PROMPT:
Output every entry exactly as written, skipping any pictures.

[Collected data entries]
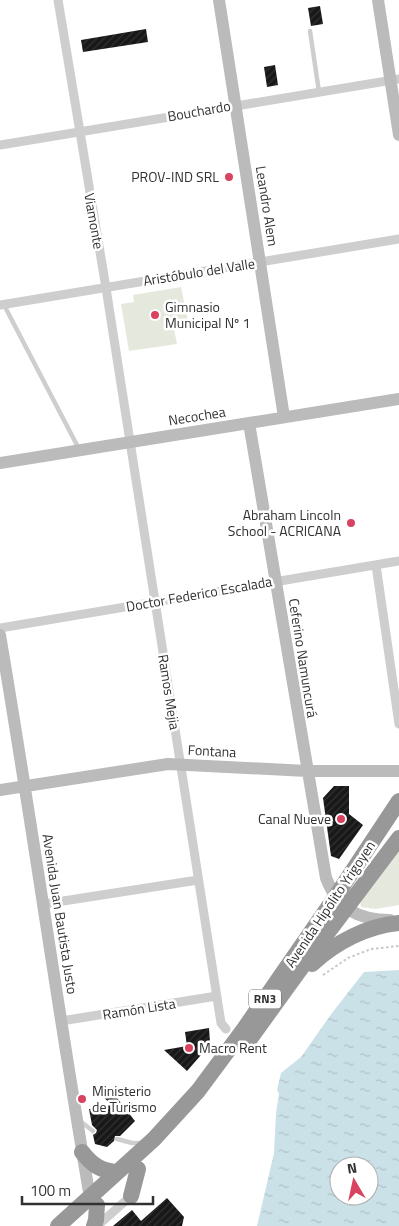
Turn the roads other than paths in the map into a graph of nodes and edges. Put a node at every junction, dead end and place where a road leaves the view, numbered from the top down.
1 (58, 0) edge
2 (220, 0) edge
3 (378, 0) edge
4 (310, 31) dead end
5 (395, 80) edge
6 (319, 92) junction
7 (236, 105) junction
8 (79, 132) junction
9 (399, 135) edge
10 (0, 145) edge
11 (399, 240) edge
12 (260, 262) junction
13 (106, 288) junction
14 (2, 305) edge
15 (399, 399) edge
16 (284, 417) junction
17 (249, 423) junction
18 (130, 442) junction
19 (79, 450) junction
20 (0, 463) edge
21 (399, 561) edge
22 (376, 565) junction
23 (275, 581) junction
24 (155, 601) junction
25 (0, 628) edge
26 (0, 635) edge
27 (399, 724) edge
28 (181, 764) junction
29 (307, 771) junction
30 (399, 771) edge
31 (26, 786) junction
32 (0, 790) edge
33 (399, 801) edge
34 (399, 838) edge
35 (198, 880) junction
36 (336, 896) junction
37 (44, 904) junction
38 (347, 909) junction
39 (399, 921) edge
40 (217, 996) junction
41 (277, 1002) junction
42 (61, 1021) junction
43 (244, 1028) junction
44 (226, 1029) joint
45 (76, 1118) junction
46 (93, 1131) dead end
47 (116, 1139) dead end
48 (154, 1139) junction
49 (82, 1152) junction
50 (138, 1168) junction
51 (117, 1172) junction
52 (131, 1196) joint
53 (94, 1202) junction
54 (58, 1226) edge
55 (72, 1226) edge
56 (95, 1226) edge

1 - 8 street, Viamonte
2 - 7 main road, Leandro Alem
3 - 5 main road
4 - 6 lane
5 - 6 street, Bouchardo
5 - 9 main road
6 - 7 street, Bouchardo
7 - 8 street, Bouchardo
7 - 12 main road, Leandro Alem
8 - 10 street, Bouchardo
8 - 13 street, Viamonte
11 - 12 street, Aristóbulo del Valle
12 - 13 street, Aristóbulo del Valle
12 - 16 main road, Leandro Alem
13 - 14 street, Aristóbulo del Valle
13 - 18 street, Viamonte
14 - 19 lane
15 - 16 main road, Necochea
16 - 17 main road, Necochea
17 - 18 main road, Necochea
17 - 23 main road, Ceferino Namuncurá
18 - 19 main road, Necochea
18 - 24 street, Ramos Mejia
19 - 20 main road, Necochea
21 - 22 street, Doctor Federico Escalada
22 - 23 street, Doctor Federico Escalada
22 - 27 street
23 - 24 street, Doctor Federico Escalada
23 - 29 main road, Ceferino Namuncurá
24 - 25 street, Doctor Federico Escalada
24 - 28 street, Ramos Mejia
26 - 31 main road, Avenida Juan Bautista Justo
28 - 29 main road, Fontana
28 - 31 main road, Fontana
28 - 35 street, Ramos Mejia
29 - 30 main road, Fontana
29 - 36 main road, Ceferino Namuncurá
31 - 32 main road, Fontana
31 - 37 main road, Avenida Juan Bautista Justo
33 - 36 highway, Avenida Hipólito Yrigoyen / RN3
34 - 38 highway
35 - 37 street
35 - 40 street, Ramos Mejia
36 - 38 main road, Ceferino Namuncurá
36 - 43 highway, Avenida Hipólito Yrigoyen / RN3
37 - 42 main road, Avenida Juan Bautista Justo
38 - 39 main road
38 - 41 highway
39 - 41 highway, RN3
40 - 42 street, Ramón Lista
40 - 44 street, Ramos Mejia
41 - 50 highway, Avenida Hipólito Yrigoyen / RN3
42 - 45 main road, Avenida Juan Bautista Justo
43 - 44 highway
43 - 48 highway, Avenida Hipólito Yrigoyen / RN3
45 - 46 lane
45 - 49 main road, Avenida Juan Bautista Justo
47 - 48 lane
48 - 51 highway, Avenida Hipólito Yrigoyen / RN3
49 - 51 highway
49 - 53 main road, Avenida Juan Bautista Justo
50 - 52 highway
50 - 53 highway, Avenida Hipólito Yrigoyen / RN3
51 - 53 highway, Avenida Hipólito Yrigoyen / RN3
52 - 56 street
53 - 54 highway, Avenida Hipólito Yrigoyen / RN3
53 - 55 highway, Avenida Hipólito Yrigoyen / RN3
53 - 56 highway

SOLUTION TO THE EXERCISE:
Turn the roads other than paths in the map into a graph of nodes and edges. Put a node at every junction, dead end and place where a road leaves the view, numbered from the top down.
1 (58, 0) edge
2 (220, 0) edge
3 (378, 0) edge
4 (310, 31) dead end
5 (395, 80) edge
6 (319, 92) junction
7 (236, 105) junction
8 (79, 132) junction
9 (399, 135) edge
10 (0, 145) edge
11 (399, 240) edge
12 (260, 262) junction
13 (106, 288) junction
14 (2, 305) edge
15 (399, 399) edge
16 (284, 417) junction
17 (249, 423) junction
18 (130, 442) junction
19 (79, 450) junction
20 (0, 463) edge
21 (399, 561) edge
22 (376, 565) junction
23 (275, 581) junction
24 (155, 601) junction
25 (0, 628) edge
26 (0, 635) edge
27 (399, 724) edge
28 (181, 764) junction
29 (307, 771) junction
30 (399, 771) edge
31 (26, 786) junction
32 (0, 790) edge
33 (399, 801) edge
34 (399, 838) edge
35 (198, 880) junction
36 (336, 896) junction
37 (44, 904) junction
38 (347, 909) junction
39 (399, 921) edge
40 (217, 996) junction
41 (277, 1002) junction
42 (61, 1021) junction
43 (244, 1028) junction
44 (226, 1029) joint
45 (76, 1118) junction
46 (93, 1131) dead end
47 (116, 1139) dead end
48 (154, 1139) junction
49 (82, 1152) junction
50 (138, 1168) junction
51 (117, 1172) junction
52 (131, 1196) joint
53 (94, 1202) junction
54 (58, 1226) edge
55 (72, 1226) edge
56 (95, 1226) edge

1 - 8 street, Viamonte
2 - 7 main road, Leandro Alem
3 - 5 main road
4 - 6 lane
5 - 6 street, Bouchardo
5 - 9 main road
6 - 7 street, Bouchardo
7 - 8 street, Bouchardo
7 - 12 main road, Leandro Alem
8 - 10 street, Bouchardo
8 - 13 street, Viamonte
11 - 12 street, Aristóbulo del Valle
12 - 13 street, Aristóbulo del Valle
12 - 16 main road, Leandro Alem
13 - 14 street, Aristóbulo del Valle
13 - 18 street, Viamonte
14 - 19 lane
15 - 16 main road, Necochea
16 - 17 main road, Necochea
17 - 18 main road, Necochea
17 - 23 main road, Ceferino Namuncurá
18 - 19 main road, Necochea
18 - 24 street, Ramos Mejia
19 - 20 main road, Necochea
21 - 22 street, Doctor Federico Escalada
22 - 23 street, Doctor Federico Escalada
22 - 27 street
23 - 24 street, Doctor Federico Escalada
23 - 29 main road, Ceferino Namuncurá
24 - 25 street, Doctor Federico Escalada
24 - 28 street, Ramos Mejia
26 - 31 main road, Avenida Juan Bautista Justo
28 - 29 main road, Fontana
28 - 31 main road, Fontana
28 - 35 street, Ramos Mejia
29 - 30 main road, Fontana
29 - 36 main road, Ceferino Namuncurá
31 - 32 main road, Fontana
31 - 37 main road, Avenida Juan Bautista Justo
33 - 36 highway, Avenida Hipólito Yrigoyen / RN3
34 - 38 highway
35 - 37 street
35 - 40 street, Ramos Mejia
36 - 38 main road, Ceferino Namuncurá
36 - 43 highway, Avenida Hipólito Yrigoyen / RN3
37 - 42 main road, Avenida Juan Bautista Justo
38 - 39 main road
38 - 41 highway
39 - 41 highway, RN3
40 - 42 street, Ramón Lista
40 - 44 street, Ramos Mejia
41 - 50 highway, Avenida Hipólito Yrigoyen / RN3
42 - 45 main road, Avenida Juan Bautista Justo
43 - 44 highway
43 - 48 highway, Avenida Hipólito Yrigoyen / RN3
45 - 46 lane
45 - 49 main road, Avenida Juan Bautista Justo
47 - 48 lane
48 - 51 highway, Avenida Hipólito Yrigoyen / RN3
49 - 51 highway
49 - 53 main road, Avenida Juan Bautista Justo
50 - 52 highway
50 - 53 highway, Avenida Hipólito Yrigoyen / RN3
51 - 53 highway, Avenida Hipólito Yrigoyen / RN3
52 - 56 street
53 - 54 highway, Avenida Hipólito Yrigoyen / RN3
53 - 55 highway, Avenida Hipólito Yrigoyen / RN3
53 - 56 highway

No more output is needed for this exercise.